Sometimes, doing well on a test is as much about making sure that bad things don’t happen as it is about your pre-test strategies. Let’s face it: All of us have had the experience of getting ready to go take a big test, only to have “one of those days” when everything seems to work against us. Let’s take a look at all of the things that sometimes go wrong on test day–and at ways that you can beat those problems.
Oversleeping on test day. This one can throw off all of your plans for the day. Hoping to do some last-minute review just before the test? Or maybe you want to just do some relaxation exercises. There’s little chance of that when you oversleep. Oversleeping also makes it more likely that you’ll forget to take along something important, and will put your mind in a state of stress before you even answer the first question.

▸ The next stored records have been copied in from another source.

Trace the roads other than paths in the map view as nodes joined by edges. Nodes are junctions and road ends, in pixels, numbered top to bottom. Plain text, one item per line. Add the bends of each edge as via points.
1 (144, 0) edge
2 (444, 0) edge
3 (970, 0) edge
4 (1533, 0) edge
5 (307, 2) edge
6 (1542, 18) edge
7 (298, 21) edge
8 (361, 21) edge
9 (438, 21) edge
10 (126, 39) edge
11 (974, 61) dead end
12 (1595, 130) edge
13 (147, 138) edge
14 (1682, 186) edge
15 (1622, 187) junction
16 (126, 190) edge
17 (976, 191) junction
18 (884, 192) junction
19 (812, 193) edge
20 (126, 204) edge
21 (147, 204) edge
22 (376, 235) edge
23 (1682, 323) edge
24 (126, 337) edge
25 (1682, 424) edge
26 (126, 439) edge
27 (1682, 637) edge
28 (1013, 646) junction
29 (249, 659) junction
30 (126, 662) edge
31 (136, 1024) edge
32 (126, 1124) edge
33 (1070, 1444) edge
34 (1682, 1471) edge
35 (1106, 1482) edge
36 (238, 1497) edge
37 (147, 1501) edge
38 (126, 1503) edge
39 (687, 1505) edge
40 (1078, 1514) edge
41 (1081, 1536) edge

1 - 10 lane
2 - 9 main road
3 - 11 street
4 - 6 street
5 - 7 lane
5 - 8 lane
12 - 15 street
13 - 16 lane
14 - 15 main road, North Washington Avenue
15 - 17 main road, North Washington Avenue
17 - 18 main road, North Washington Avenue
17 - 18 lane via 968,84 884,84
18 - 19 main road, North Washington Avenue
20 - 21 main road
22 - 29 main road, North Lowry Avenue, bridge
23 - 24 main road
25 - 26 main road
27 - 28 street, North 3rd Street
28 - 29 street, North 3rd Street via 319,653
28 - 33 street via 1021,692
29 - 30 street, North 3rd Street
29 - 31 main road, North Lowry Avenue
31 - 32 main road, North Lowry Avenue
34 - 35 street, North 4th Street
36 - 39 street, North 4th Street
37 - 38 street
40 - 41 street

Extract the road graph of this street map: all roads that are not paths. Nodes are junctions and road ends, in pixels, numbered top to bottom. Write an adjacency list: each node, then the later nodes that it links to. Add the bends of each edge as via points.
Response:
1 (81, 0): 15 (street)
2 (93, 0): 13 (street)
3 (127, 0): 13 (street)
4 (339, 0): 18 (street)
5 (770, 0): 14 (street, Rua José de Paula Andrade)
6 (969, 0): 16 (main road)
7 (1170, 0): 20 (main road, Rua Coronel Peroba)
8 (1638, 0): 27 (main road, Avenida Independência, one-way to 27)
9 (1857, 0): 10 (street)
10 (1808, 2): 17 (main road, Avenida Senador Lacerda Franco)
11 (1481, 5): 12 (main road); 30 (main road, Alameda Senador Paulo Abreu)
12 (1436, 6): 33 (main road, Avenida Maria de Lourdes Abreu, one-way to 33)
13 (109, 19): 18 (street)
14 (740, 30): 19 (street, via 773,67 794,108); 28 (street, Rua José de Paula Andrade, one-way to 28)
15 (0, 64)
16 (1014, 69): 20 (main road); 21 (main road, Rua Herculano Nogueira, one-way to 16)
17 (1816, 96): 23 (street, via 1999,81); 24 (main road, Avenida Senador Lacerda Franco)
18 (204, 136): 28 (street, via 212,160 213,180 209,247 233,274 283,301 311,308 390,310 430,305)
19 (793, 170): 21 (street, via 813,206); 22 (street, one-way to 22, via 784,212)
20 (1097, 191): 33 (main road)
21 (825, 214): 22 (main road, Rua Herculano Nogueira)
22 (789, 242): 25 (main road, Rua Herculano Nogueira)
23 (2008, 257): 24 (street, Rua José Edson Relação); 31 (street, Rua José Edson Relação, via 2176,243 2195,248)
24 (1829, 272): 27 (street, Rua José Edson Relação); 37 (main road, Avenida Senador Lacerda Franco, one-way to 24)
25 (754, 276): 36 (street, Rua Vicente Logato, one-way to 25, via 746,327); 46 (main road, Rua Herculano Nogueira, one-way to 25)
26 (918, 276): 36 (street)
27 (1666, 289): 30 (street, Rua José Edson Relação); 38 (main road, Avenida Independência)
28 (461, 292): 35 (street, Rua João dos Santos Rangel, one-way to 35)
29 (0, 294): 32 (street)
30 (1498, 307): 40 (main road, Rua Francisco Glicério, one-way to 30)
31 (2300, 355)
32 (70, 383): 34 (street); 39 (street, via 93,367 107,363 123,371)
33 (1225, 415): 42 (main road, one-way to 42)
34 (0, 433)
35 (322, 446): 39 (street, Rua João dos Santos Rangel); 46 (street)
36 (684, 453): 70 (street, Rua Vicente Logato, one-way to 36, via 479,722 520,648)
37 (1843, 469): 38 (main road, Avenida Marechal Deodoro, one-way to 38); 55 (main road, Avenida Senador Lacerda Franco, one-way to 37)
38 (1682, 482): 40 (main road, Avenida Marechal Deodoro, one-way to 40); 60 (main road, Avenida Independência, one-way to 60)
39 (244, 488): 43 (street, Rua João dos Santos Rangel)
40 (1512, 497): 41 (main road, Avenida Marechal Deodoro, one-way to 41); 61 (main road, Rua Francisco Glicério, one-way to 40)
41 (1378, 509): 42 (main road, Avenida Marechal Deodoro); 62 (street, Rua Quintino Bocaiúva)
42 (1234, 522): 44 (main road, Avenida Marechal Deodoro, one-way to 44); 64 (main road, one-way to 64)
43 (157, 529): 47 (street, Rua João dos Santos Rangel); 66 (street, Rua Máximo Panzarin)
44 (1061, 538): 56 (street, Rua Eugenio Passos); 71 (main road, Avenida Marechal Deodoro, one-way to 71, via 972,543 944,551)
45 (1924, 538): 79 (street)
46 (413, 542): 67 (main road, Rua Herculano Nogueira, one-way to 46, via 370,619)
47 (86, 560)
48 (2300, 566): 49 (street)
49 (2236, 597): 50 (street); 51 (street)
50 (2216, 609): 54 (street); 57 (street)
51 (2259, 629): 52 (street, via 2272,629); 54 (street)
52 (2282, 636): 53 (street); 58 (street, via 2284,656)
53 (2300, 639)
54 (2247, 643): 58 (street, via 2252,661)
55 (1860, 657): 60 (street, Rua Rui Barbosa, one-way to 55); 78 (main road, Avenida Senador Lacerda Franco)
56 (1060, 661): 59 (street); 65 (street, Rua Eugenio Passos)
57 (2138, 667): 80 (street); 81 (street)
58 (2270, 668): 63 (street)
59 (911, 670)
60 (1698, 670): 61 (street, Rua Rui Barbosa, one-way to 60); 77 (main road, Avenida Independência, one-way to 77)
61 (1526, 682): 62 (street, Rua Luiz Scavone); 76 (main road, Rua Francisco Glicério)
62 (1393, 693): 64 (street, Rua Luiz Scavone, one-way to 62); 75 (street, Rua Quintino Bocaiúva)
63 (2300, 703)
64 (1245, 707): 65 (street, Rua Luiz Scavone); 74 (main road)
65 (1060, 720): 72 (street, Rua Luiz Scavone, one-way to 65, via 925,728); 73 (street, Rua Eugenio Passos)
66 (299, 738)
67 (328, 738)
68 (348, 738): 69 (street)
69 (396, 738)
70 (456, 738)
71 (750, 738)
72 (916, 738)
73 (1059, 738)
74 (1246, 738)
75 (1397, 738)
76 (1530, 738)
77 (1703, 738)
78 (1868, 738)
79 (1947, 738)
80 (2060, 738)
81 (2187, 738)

POSSIBLE SOLUTIONS: Instead of setting one alarm, set two or more. That way if you don’t hear one, maybe you’ll hear another one. Also, you’ll be more likely to get up on time if you go to bed at a decent hour. Finally, if you’re just not sure that an alarm will wake you, give someone permission to come in and physically wake you and to keep yelling and shaking you until you get up.
Feeling sick to your stomach before the test. Sometimes the stress of a test can cause this; other times, it might be something physical going on inside your body.
POSSIBLE SOLUTIONS: One thing you can do is to be careful of what you eat for breakfast. For instance, a huge percentage of the population is lactose intolerant to at least some degree. So avoid milk before a test. Also, eat something for breakfast–but be careful what you eat and how much you eat. Finally, keep on hand medicines like Pepto Bismol or Maalox.
Test anxiety. This is a form of the very real psychological condition known as performance anxiety. In the test-taking context, it’s recognized when you think you know the answers, but you brain “freezes” during the test itself.
POSSIBLE SOLUTIONS: The best solution is to know the material so well that there is almost no chance of you forgetting it. That means studying, not just the day before the test, but over a period of days or even weeks. Also, learn some relaxation methods that you can use before the test. This could include breathing exercises, meditation, or just resting your eyes before the test.
Cold hands. You might not be aware of it, but cold hands can pose a problem before a big test. Think about it: Haven’t you noticed that it’s sometimes difficult to write fast when your hands are cold. This happens because our muscles contract slower whenever they’re cold.
POSSIBLE SOLUTIONS: Some instructors, especially at the college level, will allow drinks in the testing room. If so, keep a hot drink and keep your hands on it, warming them. If this is not true, then don’t be afraid to blow warm air into your hands repeatedly for five minutes before starting the test.